Alongside access frequency is access speed. My physical movie collection may not be used much, but if I do decided to use it then it takes only a few moments to grab a disc from the shelf. If I moved it into offsite storage then it would take longer as I would need to get in the car, drive to the storage building, find my storage room, scramble through boxes…etc…etc.. and eventually decide it may be quicker just to watch something else. However, for something like insurance renewals I don’t mind my calendar reminding me a few weeks before hand and my computer slowly crawling through several document archives to find the relevant paper work (as I have a few works to resolve).
It’s similar for a business / organisation. If data is business critical and needed at the drop of a hat, then access speed is a very high priority. If the data is rarely used and there can be hours (sometimes longer) between someone requesting it and then needing it (e.g., legal data that can be responded to within a month rather than on the same day) then access speed is a low priority (unless the business / organisation is bad at planning when data is needed).

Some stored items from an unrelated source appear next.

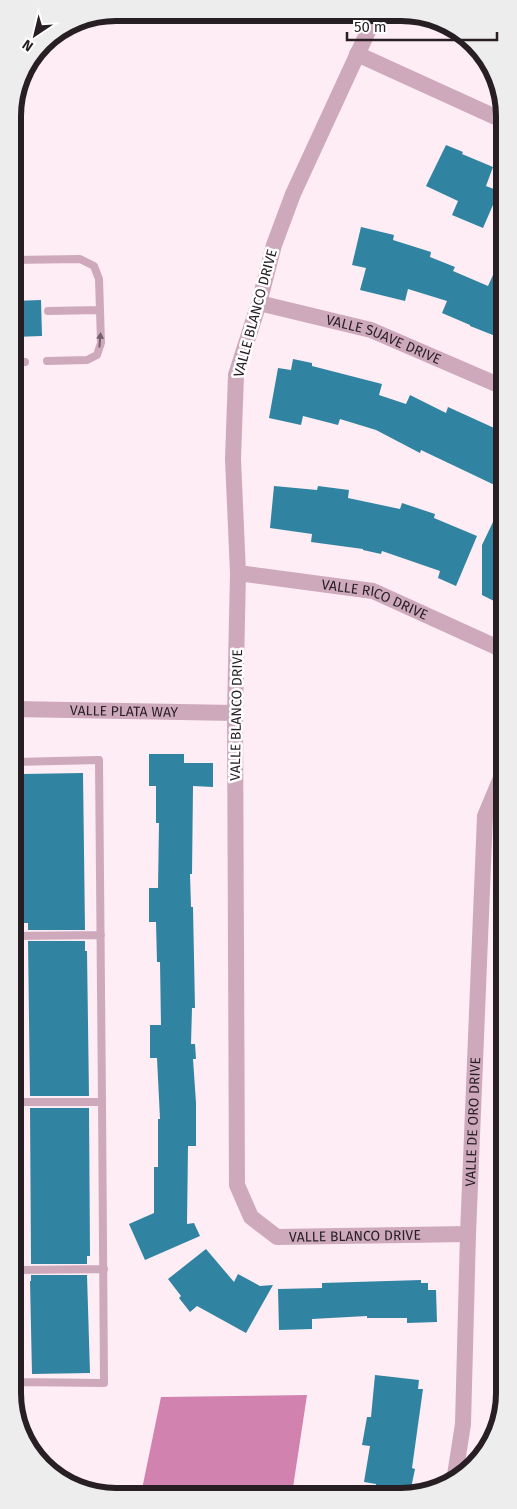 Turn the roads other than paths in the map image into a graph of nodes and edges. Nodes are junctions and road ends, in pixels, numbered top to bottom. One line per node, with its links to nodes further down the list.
1 (373, 21): 2 (street, VALLE BLANCO DRIVE)
2 (357, 54): 3 (street); 5 (street, VALLE BLANCO DRIVE)
3 (496, 117)
4 (21, 260): 6 (lane)
5 (259, 303): 11 (street, VALLE SUAVE DRIVE); 12 (street, VALLE BLANCO DRIVE)
6 (100, 310): 7 (lane); 8 (lane, one-way to 6)
7 (48, 311)
8 (47, 361)
9 (21, 362): 10 (lane)
10 (25, 362)
11 (496, 385)
12 (238, 573): 13 (street, VALLE RICO DRIVE); 15 (street, VALLE BLANCO DRIVE)
13 (496, 647)
14 (21, 709): 15 (street, VALLE PLATA WAY)
15 (235, 713): 22 (street, VALLE BLANCO DRIVE)
16 (21, 762): 18 (lane)
17 (496, 789): 22 (street, VALLE DE ORO DRIVE)
18 (101, 935): 19 (lane); 21 (lane)
19 (21, 936)
20 (21, 1102): 21 (lane)
21 (102, 1102): 23 (lane)
22 (468, 1234): 26 (street, VALLE DE ORO DRIVE)
23 (104, 1269): 24 (lane); 25 (lane)
24 (21, 1270)
25 (21, 1382)
26 (456, 1470)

Cloud Service Providers offer different options for storage speeds with terms such as “hot” where data is generally available near instantly and “cold” where data may take a while to be retrieved. Understanding the access speed requirements helps to understand where the data should be stored and give a more accurate costing estimate.
Retention Period (How Long Should Data Live)?
Just as data should be checked for relevancy before it is sent into the cloud, it should also be given an estimated life time. Reviewing data after creation can be a long and improbable task (e.g., original data owner left, project team has been changed multiple times etc…), so it is better to tag data as it is moved into the cloud with potential life times. For example, if a business / organisation has collected data that can only be kept for 3 years, then tag it with value to say “delete in November 2024”. If an automated script / function is then used to regularly review tags the deletion will be automatic, saving someone from reviewing / deleting data manually. Or use a tag to say “review in November 2024) and an automated script / function to update the data owner saying “that data you stored 3 years ago is up for review, is it needed?”.
Having retention periods helps keep within regulatory requirements and also helps reduce potential costs as data that is not needed is deleted.
Who Needs Access?
Having a clear picture of who needs access to the data can give a clear indication of the security requirements. If the data is private then placing it in storage open to the public would be bad. If several people need access to read, and several more need read / write then differing access levels and a mechanism to control them will be needed.
Understand Cloud Service Provider Options
With your data understood, then options with a CSP come into play.
Does the CSP offer a set speed for download / upload of data? Is there any throttling? What are the options for transferring data into the cloud?
Does the CSP’s uptime average meet your requirements? What happens if the CSP storage has downtime (planned or not)?
Does the CSP store the data in a region that meets your data requirements / regulatory requirements? Is the storage close or on the other side of the world (latency may come into play).
Building on the “Who Needs Access” paragraph, what security controls does the CSP offer? Are they appropriate / do they meet requirements? Is data encrypted in transit? Is data encrypted at rest?
Cost / Pricing
With a clear (or clearer) understanding of the data requirements a CSPs price estimation calculator can be used to provide potential costings. These costings will use the information around data format, data size, data access frequency, data retention and who needs access.